** EXERCISE OBJECTIVE **
Please write out each entry exactly as it appears.

- - - - - - -

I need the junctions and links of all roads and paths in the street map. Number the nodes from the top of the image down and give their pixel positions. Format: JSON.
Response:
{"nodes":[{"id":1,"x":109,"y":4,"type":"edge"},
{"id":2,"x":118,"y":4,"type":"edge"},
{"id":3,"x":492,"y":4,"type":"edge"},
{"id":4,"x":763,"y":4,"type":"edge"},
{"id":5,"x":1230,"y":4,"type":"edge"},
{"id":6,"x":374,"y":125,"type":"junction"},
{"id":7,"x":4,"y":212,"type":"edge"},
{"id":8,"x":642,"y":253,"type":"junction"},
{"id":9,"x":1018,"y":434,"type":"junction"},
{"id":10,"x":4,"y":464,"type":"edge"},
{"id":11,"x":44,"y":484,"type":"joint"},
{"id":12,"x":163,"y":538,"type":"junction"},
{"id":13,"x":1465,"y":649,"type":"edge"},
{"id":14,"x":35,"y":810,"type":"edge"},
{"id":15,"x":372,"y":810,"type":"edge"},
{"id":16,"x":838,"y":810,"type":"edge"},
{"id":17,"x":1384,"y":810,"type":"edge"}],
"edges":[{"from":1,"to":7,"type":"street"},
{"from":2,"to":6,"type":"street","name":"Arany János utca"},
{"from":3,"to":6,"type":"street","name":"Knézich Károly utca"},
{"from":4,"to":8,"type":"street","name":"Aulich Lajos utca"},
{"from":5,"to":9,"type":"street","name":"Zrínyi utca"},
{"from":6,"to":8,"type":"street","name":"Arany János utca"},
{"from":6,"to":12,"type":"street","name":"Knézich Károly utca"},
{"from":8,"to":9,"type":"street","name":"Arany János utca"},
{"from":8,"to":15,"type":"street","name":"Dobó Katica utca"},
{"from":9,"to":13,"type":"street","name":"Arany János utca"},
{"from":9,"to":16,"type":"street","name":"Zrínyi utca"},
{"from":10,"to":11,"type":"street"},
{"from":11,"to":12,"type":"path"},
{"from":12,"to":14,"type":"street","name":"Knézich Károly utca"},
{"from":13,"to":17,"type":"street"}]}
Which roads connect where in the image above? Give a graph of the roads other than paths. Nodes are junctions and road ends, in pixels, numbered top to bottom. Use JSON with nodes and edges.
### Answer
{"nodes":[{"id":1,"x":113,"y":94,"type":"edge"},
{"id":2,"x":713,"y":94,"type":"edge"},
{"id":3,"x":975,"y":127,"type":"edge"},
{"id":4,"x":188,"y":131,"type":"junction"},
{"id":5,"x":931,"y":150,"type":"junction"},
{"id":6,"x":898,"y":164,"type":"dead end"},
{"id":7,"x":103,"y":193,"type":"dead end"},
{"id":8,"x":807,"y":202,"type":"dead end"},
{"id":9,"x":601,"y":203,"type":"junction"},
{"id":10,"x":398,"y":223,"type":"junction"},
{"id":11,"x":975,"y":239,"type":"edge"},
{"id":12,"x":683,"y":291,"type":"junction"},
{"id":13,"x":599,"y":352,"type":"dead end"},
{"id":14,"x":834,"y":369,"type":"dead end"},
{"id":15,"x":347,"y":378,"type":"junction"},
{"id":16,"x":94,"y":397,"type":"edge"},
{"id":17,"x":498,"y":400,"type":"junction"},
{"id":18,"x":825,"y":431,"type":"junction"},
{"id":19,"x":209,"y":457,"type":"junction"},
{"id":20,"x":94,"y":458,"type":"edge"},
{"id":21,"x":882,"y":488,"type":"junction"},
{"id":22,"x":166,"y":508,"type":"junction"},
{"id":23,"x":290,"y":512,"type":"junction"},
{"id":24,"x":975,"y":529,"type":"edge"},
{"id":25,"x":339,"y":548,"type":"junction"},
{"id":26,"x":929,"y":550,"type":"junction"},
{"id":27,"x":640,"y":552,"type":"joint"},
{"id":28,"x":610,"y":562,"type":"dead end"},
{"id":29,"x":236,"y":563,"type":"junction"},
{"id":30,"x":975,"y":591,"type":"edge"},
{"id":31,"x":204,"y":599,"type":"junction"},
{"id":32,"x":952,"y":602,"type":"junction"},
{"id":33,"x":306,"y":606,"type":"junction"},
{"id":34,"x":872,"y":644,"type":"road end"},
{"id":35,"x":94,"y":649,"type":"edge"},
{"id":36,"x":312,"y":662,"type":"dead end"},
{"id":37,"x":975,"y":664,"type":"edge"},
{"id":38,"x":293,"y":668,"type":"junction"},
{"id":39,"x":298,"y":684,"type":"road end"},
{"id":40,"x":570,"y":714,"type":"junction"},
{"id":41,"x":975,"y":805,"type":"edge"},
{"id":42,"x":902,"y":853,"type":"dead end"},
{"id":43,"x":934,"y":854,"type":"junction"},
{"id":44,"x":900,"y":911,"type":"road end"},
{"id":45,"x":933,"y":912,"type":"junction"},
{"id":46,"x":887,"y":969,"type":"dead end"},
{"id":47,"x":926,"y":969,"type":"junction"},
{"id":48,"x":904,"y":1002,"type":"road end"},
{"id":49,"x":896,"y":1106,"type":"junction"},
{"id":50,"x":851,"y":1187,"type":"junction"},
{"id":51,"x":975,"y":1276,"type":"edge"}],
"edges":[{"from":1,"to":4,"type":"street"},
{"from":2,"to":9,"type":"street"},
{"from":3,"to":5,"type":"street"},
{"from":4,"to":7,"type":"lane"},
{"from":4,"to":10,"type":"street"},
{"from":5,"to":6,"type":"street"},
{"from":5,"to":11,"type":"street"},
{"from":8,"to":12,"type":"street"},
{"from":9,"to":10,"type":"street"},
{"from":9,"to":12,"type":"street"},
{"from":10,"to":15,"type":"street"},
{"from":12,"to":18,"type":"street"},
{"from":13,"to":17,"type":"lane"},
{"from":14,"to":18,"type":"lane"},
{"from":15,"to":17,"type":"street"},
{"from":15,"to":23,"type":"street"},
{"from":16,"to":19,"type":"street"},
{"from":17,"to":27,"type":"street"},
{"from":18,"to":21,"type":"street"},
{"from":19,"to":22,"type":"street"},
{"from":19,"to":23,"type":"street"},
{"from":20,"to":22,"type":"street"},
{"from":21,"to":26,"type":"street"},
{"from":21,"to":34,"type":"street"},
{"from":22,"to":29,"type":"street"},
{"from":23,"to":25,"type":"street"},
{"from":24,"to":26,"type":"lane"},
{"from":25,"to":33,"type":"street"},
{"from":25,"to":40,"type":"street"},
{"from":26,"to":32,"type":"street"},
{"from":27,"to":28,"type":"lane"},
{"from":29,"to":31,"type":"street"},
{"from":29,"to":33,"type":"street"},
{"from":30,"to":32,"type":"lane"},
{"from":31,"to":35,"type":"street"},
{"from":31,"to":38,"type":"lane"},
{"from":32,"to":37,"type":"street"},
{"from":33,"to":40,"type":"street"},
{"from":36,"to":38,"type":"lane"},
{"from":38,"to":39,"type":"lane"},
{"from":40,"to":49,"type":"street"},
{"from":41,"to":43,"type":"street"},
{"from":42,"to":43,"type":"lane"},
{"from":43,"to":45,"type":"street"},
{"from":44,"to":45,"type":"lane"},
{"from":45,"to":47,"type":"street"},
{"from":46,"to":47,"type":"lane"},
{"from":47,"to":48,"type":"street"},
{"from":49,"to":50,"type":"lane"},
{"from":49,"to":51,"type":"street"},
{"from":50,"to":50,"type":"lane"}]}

- - - - - - -

** RESPONSE TO THIS TASK **
I need the junctions and links of all roads and paths in the street map. Number the nodes from the top of the image down and give their pixel positions. Format: JSON.
Response:
{"nodes":[{"id":1,"x":109,"y":4,"type":"edge"},
{"id":2,"x":118,"y":4,"type":"edge"},
{"id":3,"x":492,"y":4,"type":"edge"},
{"id":4,"x":763,"y":4,"type":"edge"},
{"id":5,"x":1230,"y":4,"type":"edge"},
{"id":6,"x":374,"y":125,"type":"junction"},
{"id":7,"x":4,"y":212,"type":"edge"},
{"id":8,"x":642,"y":253,"type":"junction"},
{"id":9,"x":1018,"y":434,"type":"junction"},
{"id":10,"x":4,"y":464,"type":"edge"},
{"id":11,"x":44,"y":484,"type":"joint"},
{"id":12,"x":163,"y":538,"type":"junction"},
{"id":13,"x":1465,"y":649,"type":"edge"},
{"id":14,"x":35,"y":810,"type":"edge"},
{"id":15,"x":372,"y":810,"type":"edge"},
{"id":16,"x":838,"y":810,"type":"edge"},
{"id":17,"x":1384,"y":810,"type":"edge"}],
"edges":[{"from":1,"to":7,"type":"street"},
{"from":2,"to":6,"type":"street","name":"Arany János utca"},
{"from":3,"to":6,"type":"street","name":"Knézich Károly utca"},
{"from":4,"to":8,"type":"street","name":"Aulich Lajos utca"},
{"from":5,"to":9,"type":"street","name":"Zrínyi utca"},
{"from":6,"to":8,"type":"street","name":"Arany János utca"},
{"from":6,"to":12,"type":"street","name":"Knézich Károly utca"},
{"from":8,"to":9,"type":"street","name":"Arany János utca"},
{"from":8,"to":15,"type":"street","name":"Dobó Katica utca"},
{"from":9,"to":13,"type":"street","name":"Arany János utca"},
{"from":9,"to":16,"type":"street","name":"Zrínyi utca"},
{"from":10,"to":11,"type":"street"},
{"from":11,"to":12,"type":"path"},
{"from":12,"to":14,"type":"street","name":"Knézich Károly utca"},
{"from":13,"to":17,"type":"street"}]}
Which roads connect where in the image above? Give a graph of the roads other than paths. Nodes are junctions and road ends, in pixels, numbered top to bottom. Use JSON with nodes and edges.
### Answer
{"nodes":[{"id":1,"x":113,"y":94,"type":"edge"},
{"id":2,"x":713,"y":94,"type":"edge"},
{"id":3,"x":975,"y":127,"type":"edge"},
{"id":4,"x":188,"y":131,"type":"junction"},
{"id":5,"x":931,"y":150,"type":"junction"},
{"id":6,"x":898,"y":164,"type":"dead end"},
{"id":7,"x":103,"y":193,"type":"dead end"},
{"id":8,"x":807,"y":202,"type":"dead end"},
{"id":9,"x":601,"y":203,"type":"junction"},
{"id":10,"x":398,"y":223,"type":"junction"},
{"id":11,"x":975,"y":239,"type":"edge"},
{"id":12,"x":683,"y":291,"type":"junction"},
{"id":13,"x":599,"y":352,"type":"dead end"},
{"id":14,"x":834,"y":369,"type":"dead end"},
{"id":15,"x":347,"y":378,"type":"junction"},
{"id":16,"x":94,"y":397,"type":"edge"},
{"id":17,"x":498,"y":400,"type":"junction"},
{"id":18,"x":825,"y":431,"type":"junction"},
{"id":19,"x":209,"y":457,"type":"junction"},
{"id":20,"x":94,"y":458,"type":"edge"},
{"id":21,"x":882,"y":488,"type":"junction"},
{"id":22,"x":166,"y":508,"type":"junction"},
{"id":23,"x":290,"y":512,"type":"junction"},
{"id":24,"x":975,"y":529,"type":"edge"},
{"id":25,"x":339,"y":548,"type":"junction"},
{"id":26,"x":929,"y":550,"type":"junction"},
{"id":27,"x":640,"y":552,"type":"joint"},
{"id":28,"x":610,"y":562,"type":"dead end"},
{"id":29,"x":236,"y":563,"type":"junction"},
{"id":30,"x":975,"y":591,"type":"edge"},
{"id":31,"x":204,"y":599,"type":"junction"},
{"id":32,"x":952,"y":602,"type":"junction"},
{"id":33,"x":306,"y":606,"type":"junction"},
{"id":34,"x":872,"y":644,"type":"road end"},
{"id":35,"x":94,"y":649,"type":"edge"},
{"id":36,"x":312,"y":662,"type":"dead end"},
{"id":37,"x":975,"y":664,"type":"edge"},
{"id":38,"x":293,"y":668,"type":"junction"},
{"id":39,"x":298,"y":684,"type":"road end"},
{"id":40,"x":570,"y":714,"type":"junction"},
{"id":41,"x":975,"y":805,"type":"edge"},
{"id":42,"x":902,"y":853,"type":"dead end"},
{"id":43,"x":934,"y":854,"type":"junction"},
{"id":44,"x":900,"y":911,"type":"road end"},
{"id":45,"x":933,"y":912,"type":"junction"},
{"id":46,"x":887,"y":969,"type":"dead end"},
{"id":47,"x":926,"y":969,"type":"junction"},
{"id":48,"x":904,"y":1002,"type":"road end"},
{"id":49,"x":896,"y":1106,"type":"junction"},
{"id":50,"x":851,"y":1187,"type":"junction"},
{"id":51,"x":975,"y":1276,"type":"edge"}],
"edges":[{"from":1,"to":4,"type":"street"},
{"from":2,"to":9,"type":"street"},
{"from":3,"to":5,"type":"street"},
{"from":4,"to":7,"type":"lane"},
{"from":4,"to":10,"type":"street"},
{"from":5,"to":6,"type":"street"},
{"from":5,"to":11,"type":"street"},
{"from":8,"to":12,"type":"street"},
{"from":9,"to":10,"type":"street"},
{"from":9,"to":12,"type":"street"},
{"from":10,"to":15,"type":"street"},
{"from":12,"to":18,"type":"street"},
{"from":13,"to":17,"type":"lane"},
{"from":14,"to":18,"type":"lane"},
{"from":15,"to":17,"type":"street"},
{"from":15,"to":23,"type":"street"},
{"from":16,"to":19,"type":"street"},
{"from":17,"to":27,"type":"street"},
{"from":18,"to":21,"type":"street"},
{"from":19,"to":22,"type":"street"},
{"from":19,"to":23,"type":"street"},
{"from":20,"to":22,"type":"street"},
{"from":21,"to":26,"type":"street"},
{"from":21,"to":34,"type":"street"},
{"from":22,"to":29,"type":"street"},
{"from":23,"to":25,"type":"street"},
{"from":24,"to":26,"type":"lane"},
{"from":25,"to":33,"type":"street"},
{"from":25,"to":40,"type":"street"},
{"from":26,"to":32,"type":"street"},
{"from":27,"to":28,"type":"lane"},
{"from":29,"to":31,"type":"street"},
{"from":29,"to":33,"type":"street"},
{"from":30,"to":32,"type":"lane"},
{"from":31,"to":35,"type":"street"},
{"from":31,"to":38,"type":"lane"},
{"from":32,"to":37,"type":"street"},
{"from":33,"to":40,"type":"street"},
{"from":36,"to":38,"type":"lane"},
{"from":38,"to":39,"type":"lane"},
{"from":40,"to":49,"type":"street"},
{"from":41,"to":43,"type":"street"},
{"from":42,"to":43,"type":"lane"},
{"from":43,"to":45,"type":"street"},
{"from":44,"to":45,"type":"lane"},
{"from":45,"to":47,"type":"street"},
{"from":46,"to":47,"type":"lane"},
{"from":47,"to":48,"type":"street"},
{"from":49,"to":50,"type":"lane"},
{"from":49,"to":51,"type":"street"},
{"from":50,"to":50,"type":"lane"}]}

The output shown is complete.